After voters statewide rejected Issue 1 this week, state lawmakers are ready to move forward on criminal justice reforms, legislative leaders said Thursday.
Ohio’s “big three” political leaders — Senate President Larry Obhof, House Speaker Ryan Smith, and Gov.-elect Mike DeWine — each applauded the failure of State Issue 1, a proposed constitutional amendment that would have changed criminal sentences. Voters rejected it 36.6 percent to 63.4 percent, according to unofficial results.
Judges and elected Republicans largely opposed Issue 1, saying it was a flawed proposal that didn’t belong in the Ohio Constitution.
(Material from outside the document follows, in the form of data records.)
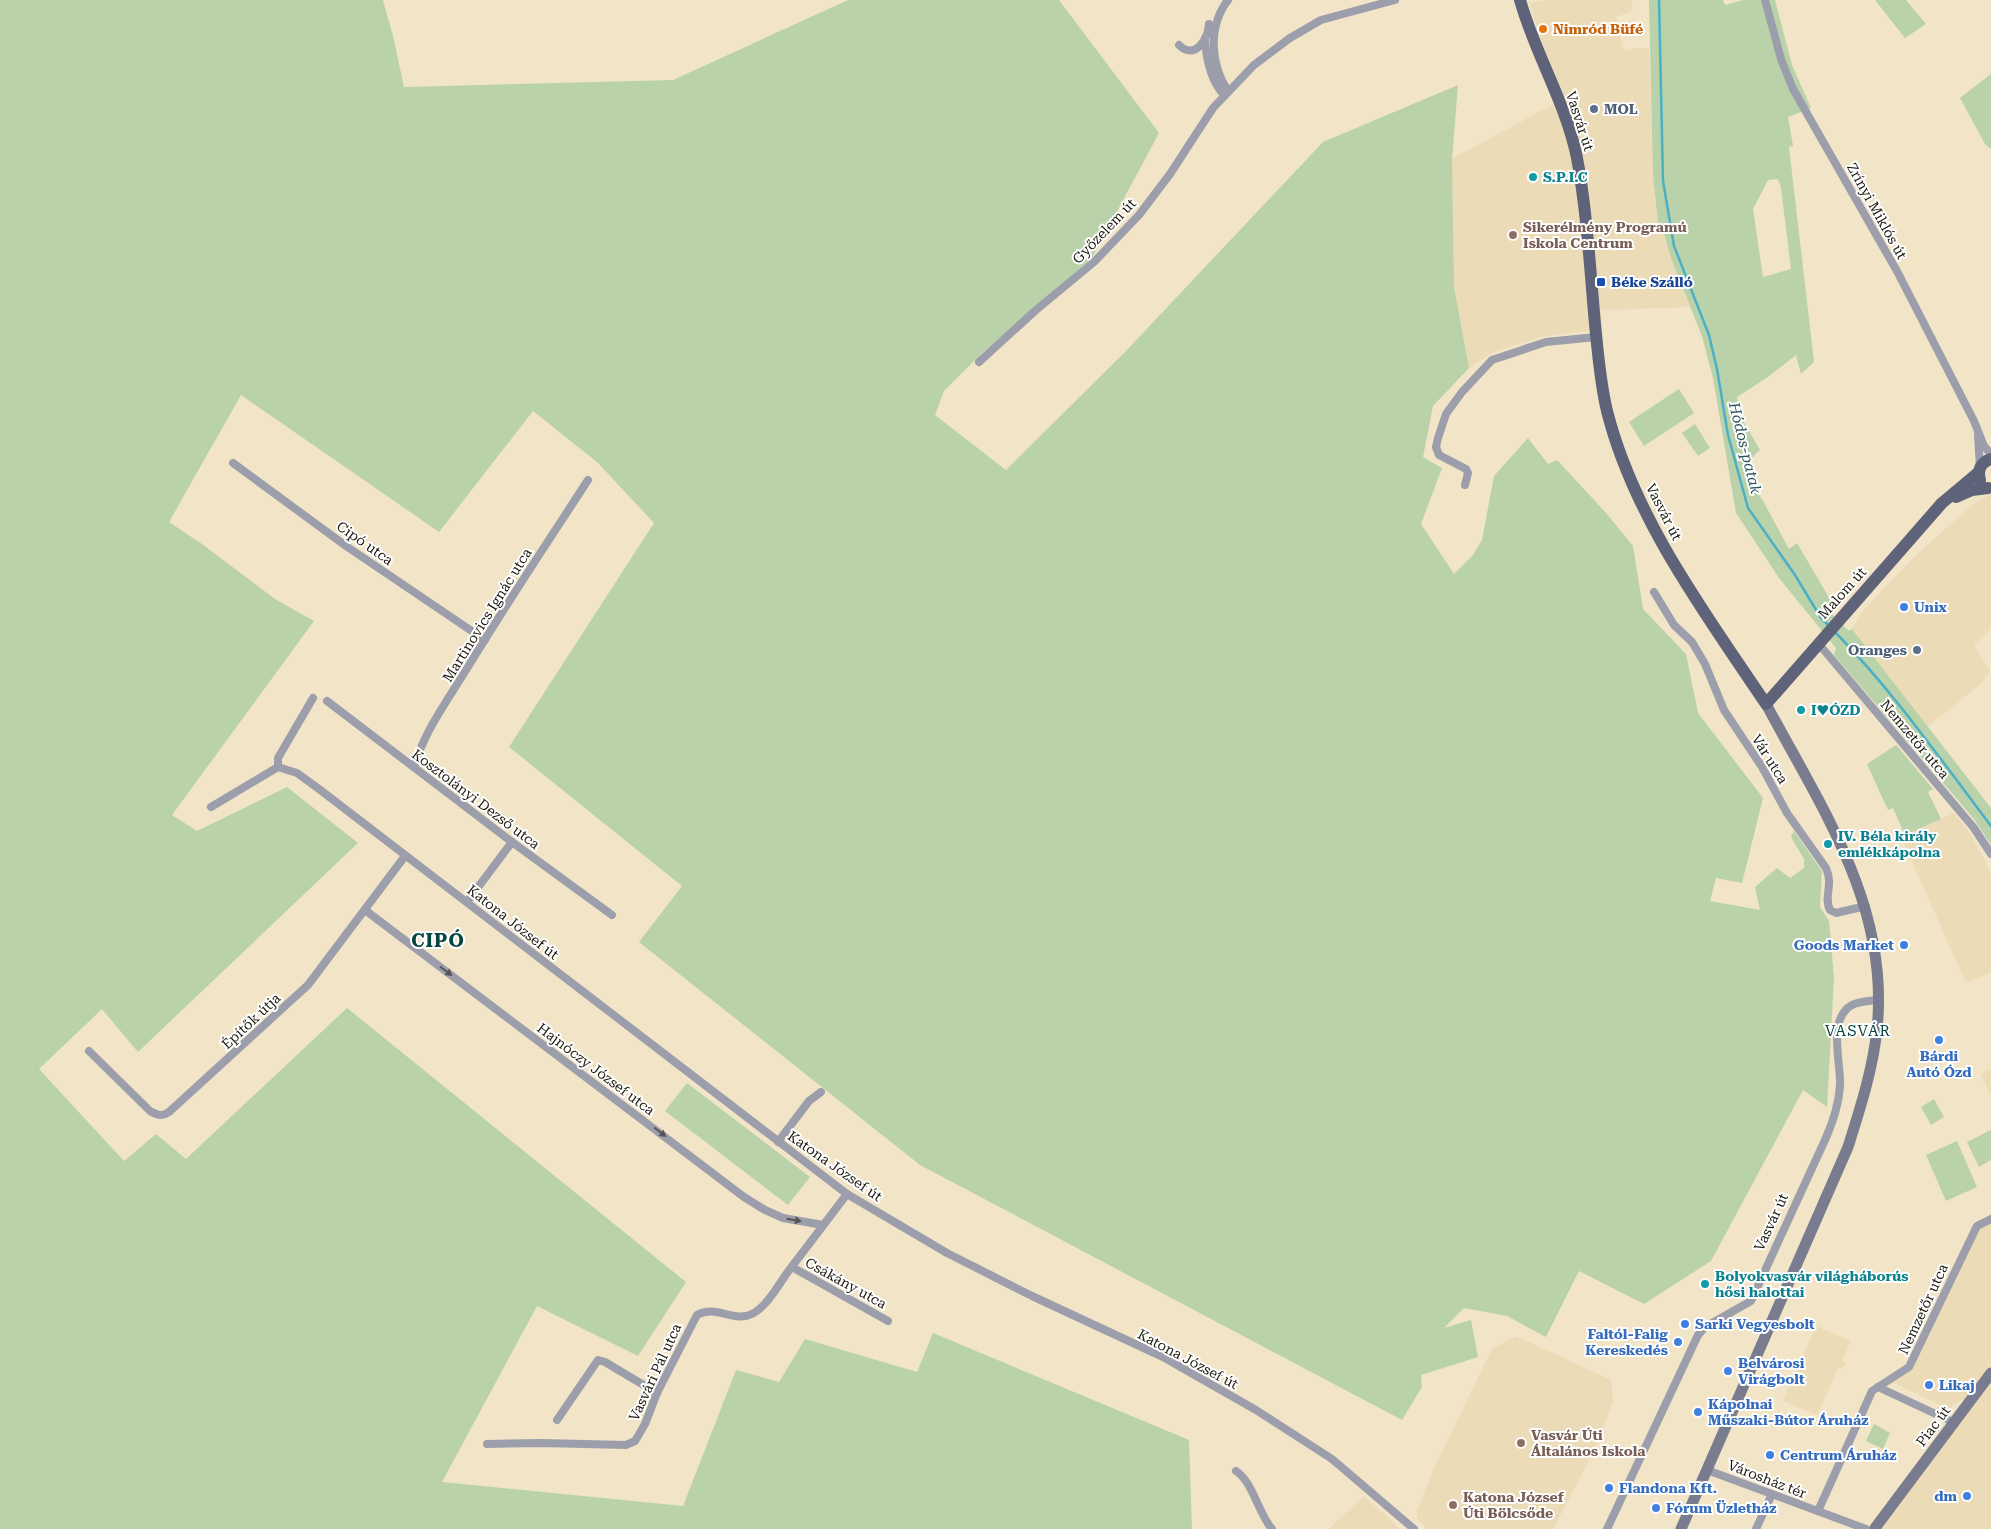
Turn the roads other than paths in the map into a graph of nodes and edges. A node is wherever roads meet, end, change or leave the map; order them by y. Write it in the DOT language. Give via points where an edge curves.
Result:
graph roads {
  1 [pos="1228,0"];
  2 [pos="1395,0"];
  3 [pos="1520,0"];
  4 [pos="1765,0"];
  5 [pos="1209,24"];
  6 [pos="1205,38"];
  7 [pos="1179,45"];
  8 [pos="1226,93"];
  9 [pos="1596,337"];
  10 [pos="979,362"];
  11 [pos="1978,430"];
  12 [pos="1991,454"];
  13 [pos="1991,459"];
  14 [pos="233,463"];
  15 [pos="1979,470"];
  16 [pos="588,480"];
  17 [pos="1465,485"];
  18 [pos="1990,488"];
  19 [pos="1942,503"];
  20 [pos="1654,592"];
  21 [pos="485,640"];
  22 [pos="1820,641"];
  23 [pos="1746,672"];
  24 [pos="1785,681"];
  25 [pos="312,698"];
  26 [pos="327,701"];
  27 [pos="1766,704"];
  28 [pos="278,767"];
  29 [pos="414,767"];
  30 [pos="211,807"];
  31 [pos="512,842"];
  32 [pos="1991,854"];
  33 [pos="405,856"];
  34 [pos="467,902"];
  35 [pos="1866,906"];
  36 [pos="365,910"];
  37 [pos="612,915"];
  38 [pos="1878,1000"];
  39 [pos="89,1051"];
  40 [pos="821,1092"];
  41 [pos="778,1142"];
  42 [pos="847,1194"];
  43 [pos="1991,1220"];
  44 [pos="823,1225"];
  45 [pos="792,1267"];
  46 [pos="888,1321"];
  47 [pos="1991,1373"];
  48 [pos="1878,1387"];
  49 [pos="657,1393"];
  50 [pos="557,1420"];
  51 [pos="1955,1423"];
  52 [pos="487,1444"];
  53 [pos="1707,1470"];
  54 [pos="1236,1471"];
  55 [pos="1772,1494"];
  56 [pos="1818,1511"];
  57 [pos="1845,1522"];
  58 [pos="1272,1529"];
  59 [pos="1414,1529"];
  60 [pos="1607,1529"];
  61 [pos="1681,1529"];
  62 [pos="1756,1529"];
  63 [pos="1856,1529"];
  64 [pos="1875,1529"];
  1 -- 8 [label="street" via="1216,21 1214,34 1218,69"];
  2 -- 8 [label="street, Győzelem út" via="1332,16 1304,29 1266,55"];
  3 -- 9 [label="main road, Vasvár út" via="1538,54 1563,112 1576,156"];
  4 -- 11 [label="street, Zrínyi Miklós út" via="1792,89 1898,273"];
  5 -- 6 [label="street"];
  6 -- 7 [label="street" via="1191,52"];
  6 -- 8 [label="street" via="1208,64 1214,80"];
  8 -- 10 [label="street, Győzelem út" via="1139,215 1094,262"];
  9 -- 17 [label="street" via="1546,342 1498,356 1486,364 1451,406 1442,421 1436,447 1439,455 1466,469"];
  9 -- 23 [label="main road, Vasvár út" via="1607,409 1628,474 1671,558"];
  11 -- 12 [label="street, Zrínyi Miklós út"];
  11 -- 15 [label="street, Zrínyi Miklós út"];
  13 -- 15 [label="main road, Malom út"];
  14 -- 21 [label="street, Cipó utca" via="346,546"];
  15 -- 18 [label="main road" via="1981,482"];
  15 -- 19 [label="main road, Malom út"];
  16 -- 21 [label="street, Martinovics Ignác utca"];
  18 -- 19 [label="main road, Malom út" via="1965,492"];
  19 -- 22 [label="main road, Malom út"];
  20 -- 35 [label="street, Vár utca" via="1674,625 1692,642 1724,710 1762,767 1787,813 1826,868 1831,879 1830,910 1836,913"];
  21 -- 29 [label="street, Martinovics Ignác utca" via="428,733"];
  22 -- 24 [label="main road, Malom út"];
  22 -- 32 [label="street, Nemzetőr utca" via="1974,828"];
  23 -- 24 [label="main road" via="1764,686"];
  23 -- 27 [label="main road, Vasvár út"];
  24 -- 27 [label="main road, Malom út"];
  25 -- 28 [label="street" via="278,758"];
  26 -- 29 [label="street, Kosztolányi Dezső utca"];
  27 -- 35 [label="street, Vasvár út" via="1840,844"];
  28 -- 30 [label="street"];
  28 -- 33 [label="street, Katona József út" via="297,773"];
  29 -- 31 [label="street, Kosztolányi Dezső utca"];
  31 -- 34 [label="street"];
  31 -- 37 [label="street, Kosztolányi Dezső utca"];
  33 -- 34 [label="street, Katona József út"];
  33 -- 36 [label="street, Építők útja"];
  34 -- 41 [label="street, Katona József út"];
  35 -- 38 [label="street, Vasvár út" via="1876,952"];
  36 -- 39 [label="street, Építők útja" via="308,985 164,1115 150,1111"];
  36 -- 44 [label="street, Hajnóczy József utca, one-way" via="744,1197 783,1218"];
  38 -- 53 [label="street, Vasvár út" via="1875,1042 1848,1147"];
  38 -- 60 [label="street, Vasvár út" via="1853,1004 1843,1013 1837,1038 1840,1085 1834,1121 1751,1300 1705,1327 1698,1335"];
  40 -- 41 [label="street" via="809,1101"];
  41 -- 42 [label="street, Katona József út"];
  42 -- 44 [label="street, Vasvári Pál utca"];
  42 -- 59 [label="street, Katona József út" via="947,1254 1163,1357 1256,1410 1332,1458"];
  43 -- 48 [label="street, Nemzetőr utca" via="1976,1226 1909,1367"];
  44 -- 45 [label="street, Vasvári Pál utca"];
  45 -- 46 [label="street, Csákány utca"];
  45 -- 49 [label="street, Vasvári Pál utca" via="752,1314 740,1317 710,1310 697,1315"];
  47 -- 51 [label="street, Piac út"];
  48 -- 51 [label="street"];
  48 -- 56 [label="street, Nemzetőr utca" via="1872,1391"];
  49 -- 50 [label="street" via="598,1360"];
  49 -- 52 [label="street, Vasvári Pál utca" via="645,1424 635,1441 629,1444"];
  51 -- 64 [label="street, Piac út"];
  53 -- 55 [label="street, Városház tér"];
  53 -- 61 [label="street, Vasvár út"];
  54 -- 58 [label="street" via="1243,1476"];
  55 -- 56 [label="street, Városház tér"];
  55 -- 62 [label="street"];
  56 -- 57 [label="street, Városház tér"];
  57 -- 63 [label="street"];
  57 -- 64 [label="street"];
}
Obhof, R-Medina, said Thursday he will introduce a bill in the upcoming weeks that calls for reducing low-level drug felony offenses to misdemeanors; install a presumption for probation over prison if the offender agrees to drug treatment; allow people currently incarcerated for certain drug crimes to petition the court to be re-sentenced.
The bill will be based on a proposal developed by Franklin County Prosecutor Ron O’Brien, a Republican, and Columbus City Attorney Zach Klein, a Democrat. The two ran against one another in 2016.
Obhof wants to take quick action on the bill, before Gov. John Kasich leaves office and the current legislative session ends. However, if it doesn’t get through by the end of the year, he plans to bring it back next year.
DeWine said criminal justice reform would be a priority for his administration, which starts in January, but he did not provide details of how that might take shape.
For the past year, policy leaders have been doing a deep dive into Ohio's interconnected criminal justice issues: prison overcrowding, the opiate crisis, mental health treatment, falling crime rates, rising murder and assault rates, recidivism rates and more. A final report will make recommendations for lawmakers to consider in 2019.
Nearly 60 percent of all felony sentences in Ohio are for drug and property crimes, according to the Council of State Governments analysis of Ohio Bureau of Criminal Investigation and Identification data.
And while Ohio's recidivism rate — those returning to prison within three years of release — is lower than the national rate, it crept up 1.5 percentage points to 30.73 percent, according to the Ohio Department of Rehabilitation and Correction.
“That concerns me but it’s good that we’re still substantially better than the national average. I still think that our prison population is too high,” Obhof said.
Obhof and Smith chafed at the assertion that the Ohio Legislature has failed to address criminal justice reforms. In 2011, Ohio adopted sweeping reforms to its criminal sentencing practices and in 2012, it reduced “collateral sanctions” that are imposed after conviction and can block people from obtaining professional licenses.
In the past two years, Ohio made more changes to criminal sentencing laws and expanded programs that allow offenders to side step prison time if they go to drug treatment.
“We’ve passed a large number of sentencing reforms over the past five years. They’ve all been bipartisan,” Obhof said.
New Criminal Justice Reform Bill Highlights
— Reduce most felony 5 and felony 4 drug possession offenses to misdemeanor violations where there will be a presumption in favor of probation if an offender agrees to treatment.
— Allow people currently in prison or on probation for newly reclassified F4 and F5 offenses to petition the court for a reclassification of their offense to a misdemeanor with the appropriate reduction in sentence.
— Allow people to seal their criminal records related to F4 and F5 drug possession convictions.
— Create a presumption against jail time for technical probation violations, but give judges discretion to order treatment or incarceration if the violation is the commission of a new offense or when there are repeated violations. Generally, a relapse into addiction will not mean prison time.
— For the remaining felony drug possession offenses, eliminate all mandatory drug sentences except for major drug offender convictions and possession of fentanyl.